This year marks the 7th edition of the annual HWM+HardwareZone.com Tech Awards, the tech industry's premier event where we recognize the best brands, products, and services. 37 Editor’s Choice and 40 Readers’ Choice awards are presented this year, in categories ranging from computers and consumer electronics to digital entertainment, communications, and services. Also presented are 4 Innovation awards (part of the Editor's Choice categories) to recognize innovative products and cutting-edge technologies that have emerged during the eligibility period.
For the Editor's Choice awards, more than 150 products spread across 33 categories introduced between January 2015 and December 2015 were shortlisted. After many months of evaluation by the HWM and HardwareZone.com editorial team, winners were chosen based on the performance, value, and quality of experience they brought to their users. In addition, voting for the 40 Readers’ Choice categories was opened to all readers of HWM and HardwareZone.com. With nearly 200 brand nominations, it remains one of the most comprehensive brand recognition surveys in the industry.
This year also sees the inclusion of video games merit categories, for the first time presented in collaboration with GameAxis.com. In addition to the Best Gaming Console Brand award introduced last year, a Best Gaming Publisher award was available for public voting among this year’s Readers’ Choice brand nominees. Four new video games categories were also considered for Editor’s Choice awards: Best PC Game, Best Console Game, Best Online Game, and Game of the Year.
Without further ado, in this first of three articles, let us first take a look at the detailed results of our Readers’ Choice polls.
Mobile SoCs are getting faster every single day; but for desktops, Intel’s chips still rule the roost. In June last year, we saw the launch of chipzilla’s 5th-gen Core processors (Broadwell) based on a 14nm process, as well as the very power-efficient Core M line that has a thermal power envelope as low as 4.5W. But it wasn’t long (in August, actually) before we saw the arrival of the company's 6th-gen Core processor family (Skylake) that’s focused on increasing core performance output with a bigger, wider core. In fact, Skylake is designed to power a wide range of devices, from mobile devices all the way to desktops - which is smart, considering worldwide PC sales are expected to plummet further. That said, mindshare-wise, it’s hard to see Intel losing its grip in this Readers' Choice category though.
With 48% of the votes, this is the seventh straight year ASUS has walked home with our Readers’ Choice award for Best Graphics Card Brand. Once again, we think ASUS’ popularity boils down to its ability to churn out a wide range of graphics cards for both NVIDIA and AMD fans. For example, we’ve seen Maxwell-based cards like the ASUS Strix GeForce GTX 960 2GB GDDR5, the Strix GeForce GTX 980 OC Edition, and of course, its own version of the GTX Titan X; as well as the Strix Radeon R9 370 and 380, and Strix Radeon R9 380X, for users who prefer AMD’s GPU offerings.

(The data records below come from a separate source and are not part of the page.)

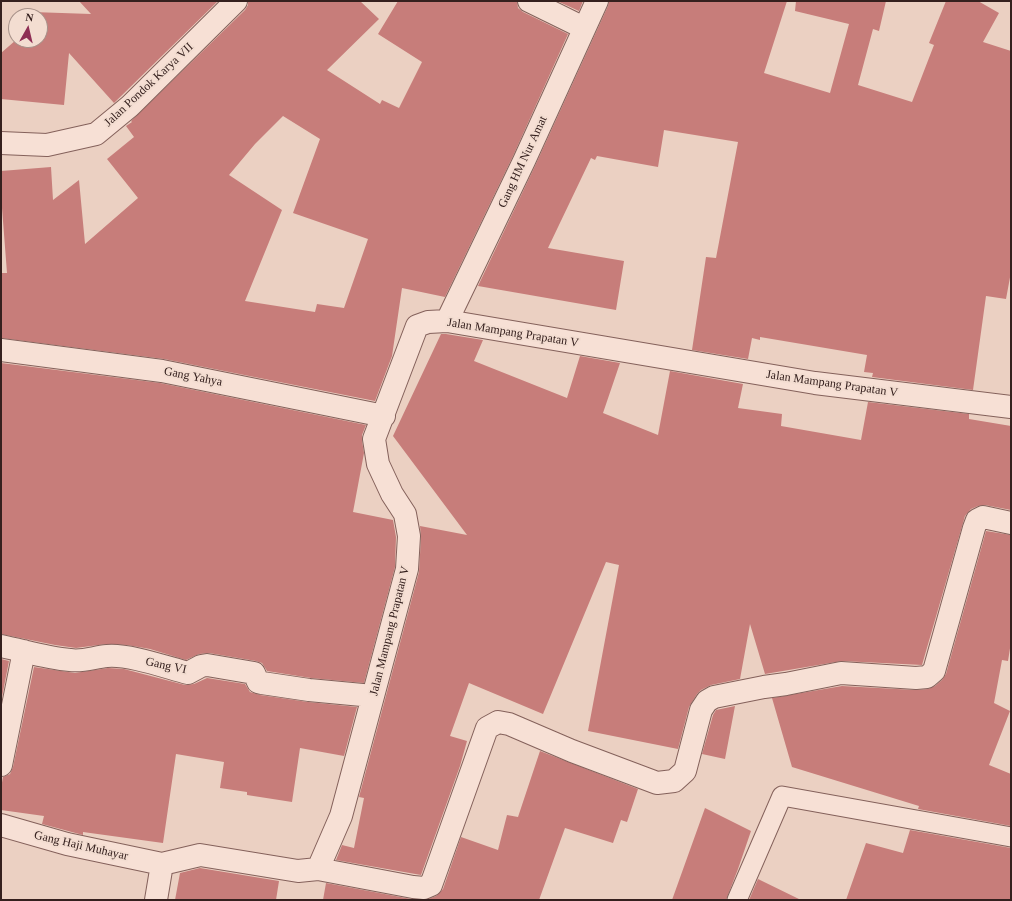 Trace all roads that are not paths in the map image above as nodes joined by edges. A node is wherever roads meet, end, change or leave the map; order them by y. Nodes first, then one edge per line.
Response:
1 (236, 1) edge
2 (529, 1) edge
3 (597, 1) edge
4 (584, 28) junction
5 (1, 143) edge
6 (447, 321) junction
7 (1, 350) edge
8 (1011, 407) edge
9 (384, 416) junction
10 (1011, 522) edge
11 (1, 646) edge
12 (24, 651) junction
13 (373, 696) junction
14 (1, 765) edge
15 (1, 825) edge
16 (1011, 838) edge
17 (162, 864) junction
18 (318, 869) junction
19 (156, 900) edge
20 (738, 900) edge

1 - 5 street, Jalan Pondok Karya VII
2 - 4 street
3 - 4 street, Gang HM Nur Amat
4 - 6 street, Gang HM Nur Amat
6 - 8 street, Jalan Mampang Prapatan V
6 - 9 street, Jalan Mampang Prapatan V
7 - 9 street, Gang Yahya
9 - 13 street, Jalan Mampang Prapatan V
10 - 18 street
11 - 12 street, Gang VI
12 - 13 street, Gang VI
12 - 14 street
13 - 18 street, Jalan Mampang Prapatan V
15 - 17 street, Gang Haji Muhayar
16 - 20 lane
17 - 18 street
17 - 19 street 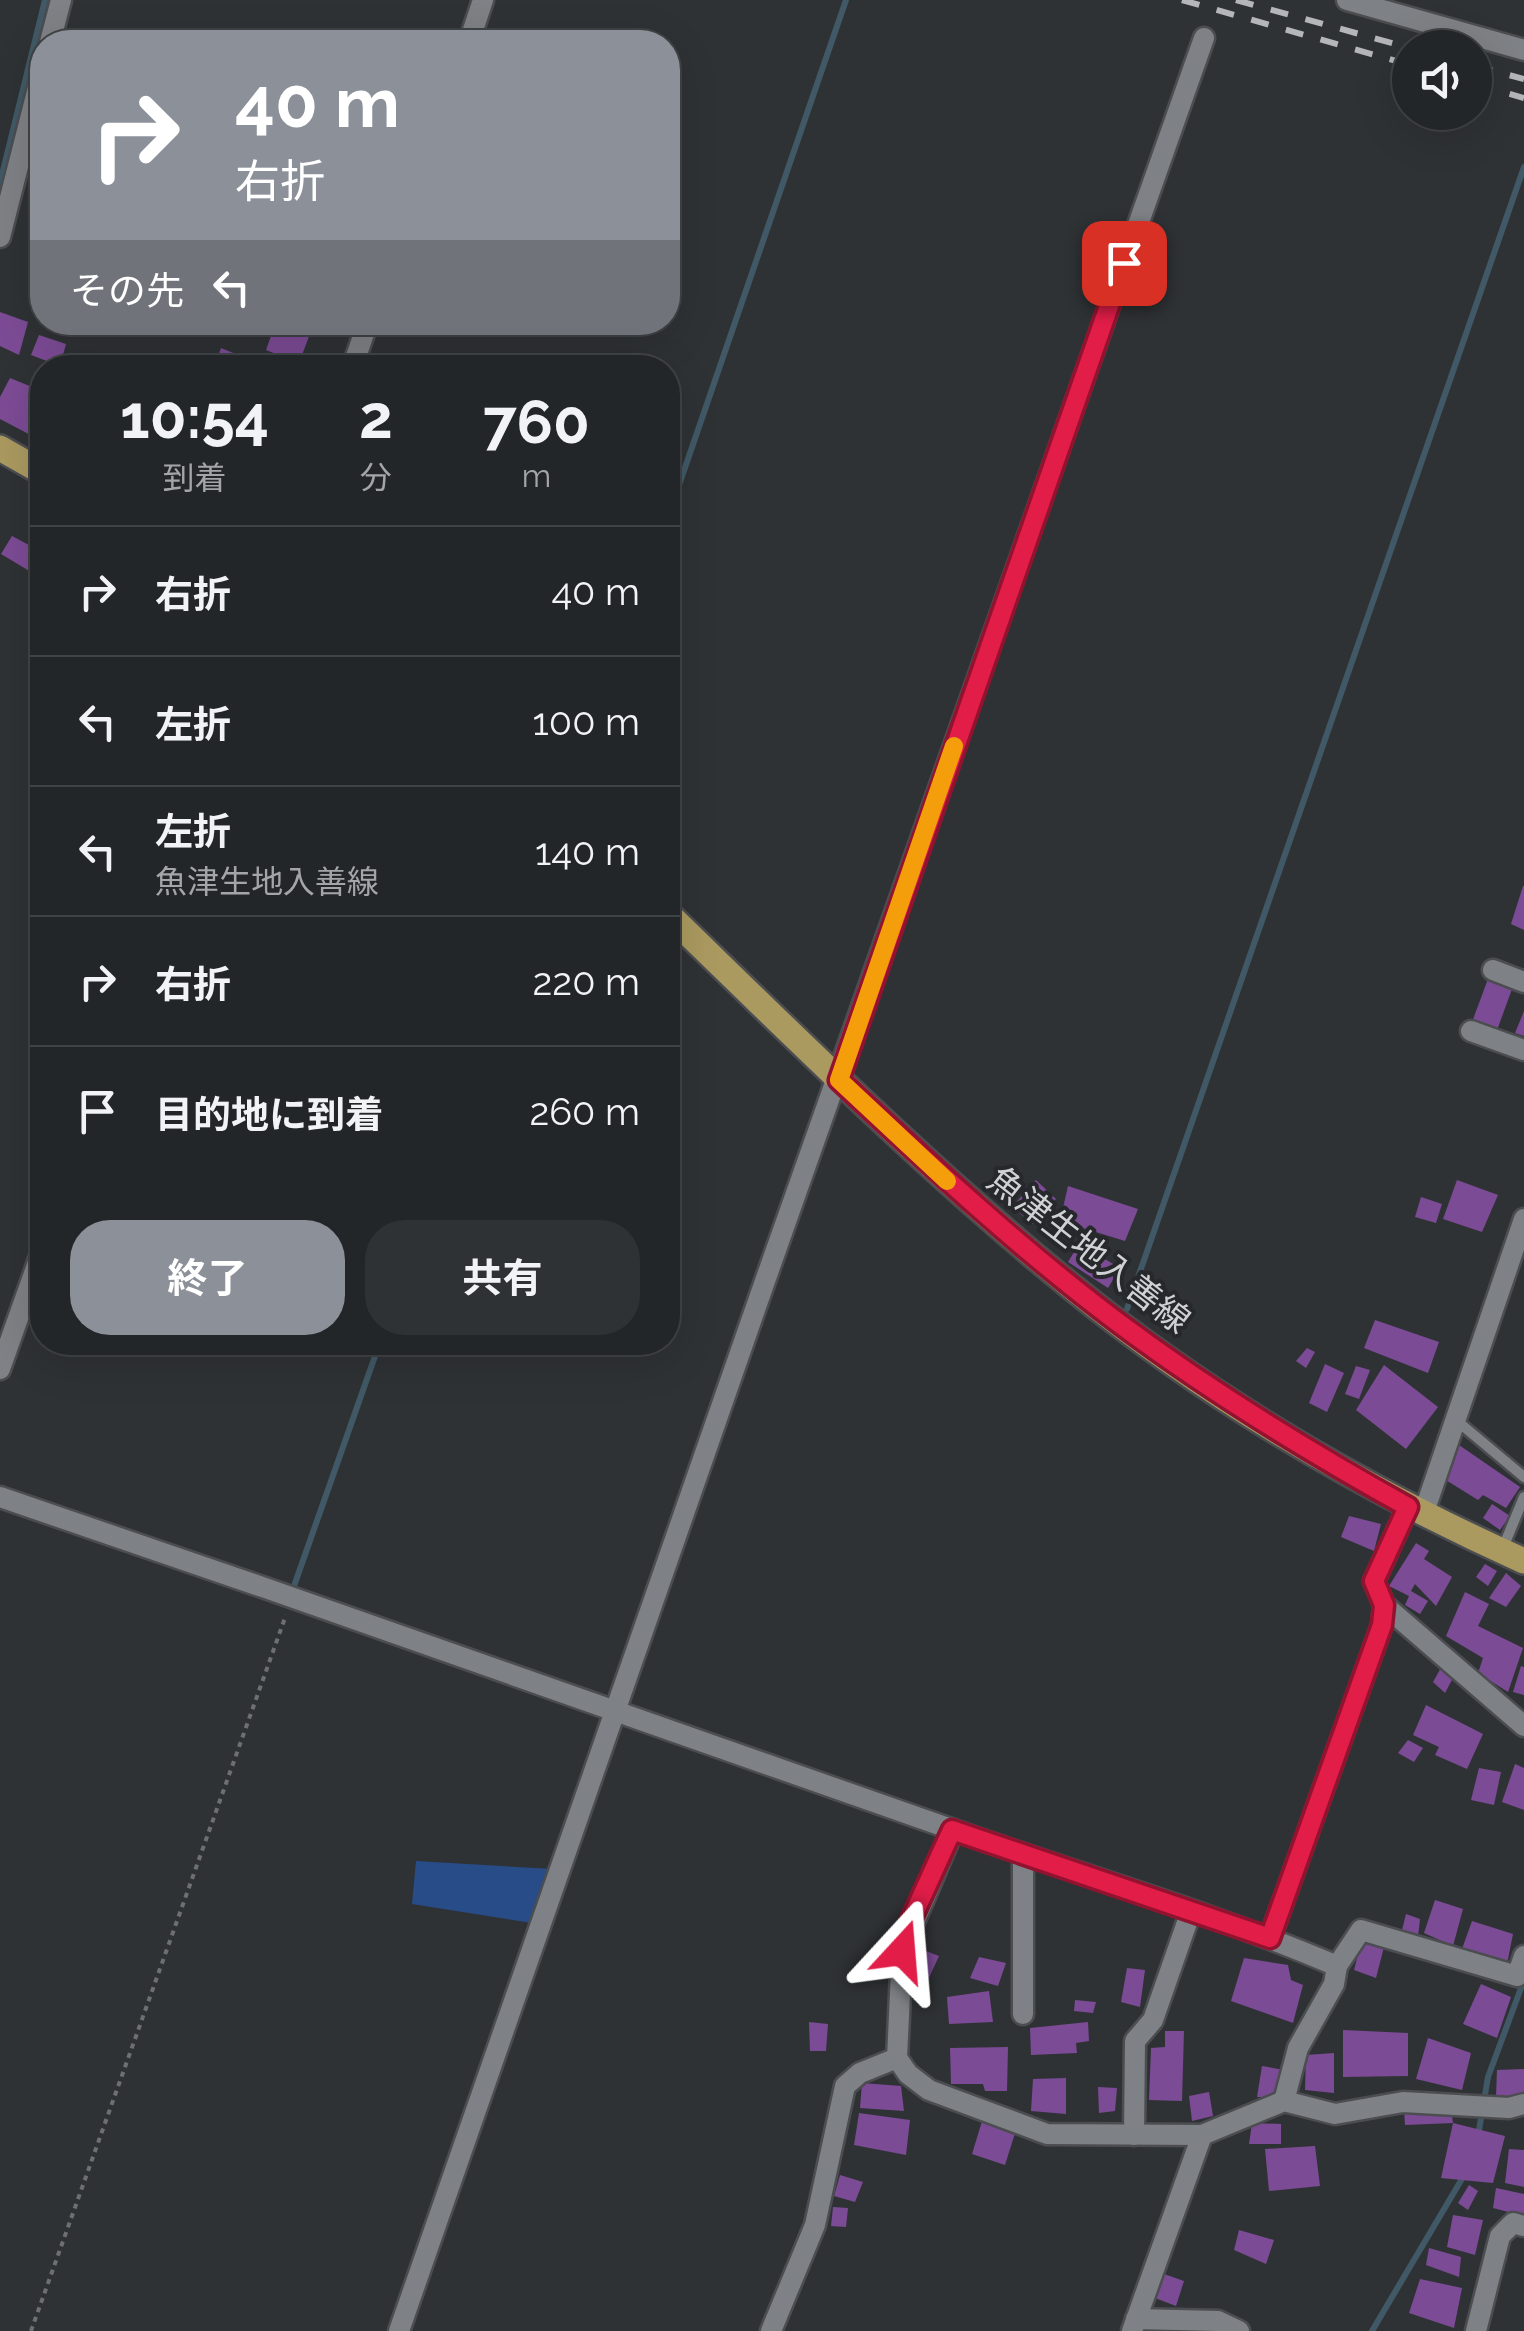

What most of our readers like about ASUS’ graphics cards (variety, performance, reliability) also apply to the company’s motherboards. For example, the company has an impressive line of Intel Z170 Skylake motherboards for high-end system builders, as well as a comprehensive line of H170 and B150 boards, with each of them further segmented into ASUS’ usual Signature, The Ultimate Force (TUF), and Pro Gaming lineups. With quick support for the latest features (e.g., DDR4, USB Type-C, USB 3.1), it’s no wonder why our readers love ASUS’ motherboards.
Another brand that has made an award its own is Kingston, who has won the Best PC Memory Brand award for the sixth consecutive year. In fact, its share of votes (42%) is the same as last year, and twice that of second-place Corsair (20%). If you’re looking for memory for your new Skylake machine, know that the company has recently released new high-speed, high-capacity Savage DDR4 and Predator DDR4 memory, as well as the cost-efficient Fury DDR4 kits with automatic overclocking up to 2,666MHz. And for low voltage memory or memory for notebooks and small form factor PCs, look no further than to Kington’s HyperX Fury DDR3L memory kits and Impact DDR4 SO-DIMMs respectively.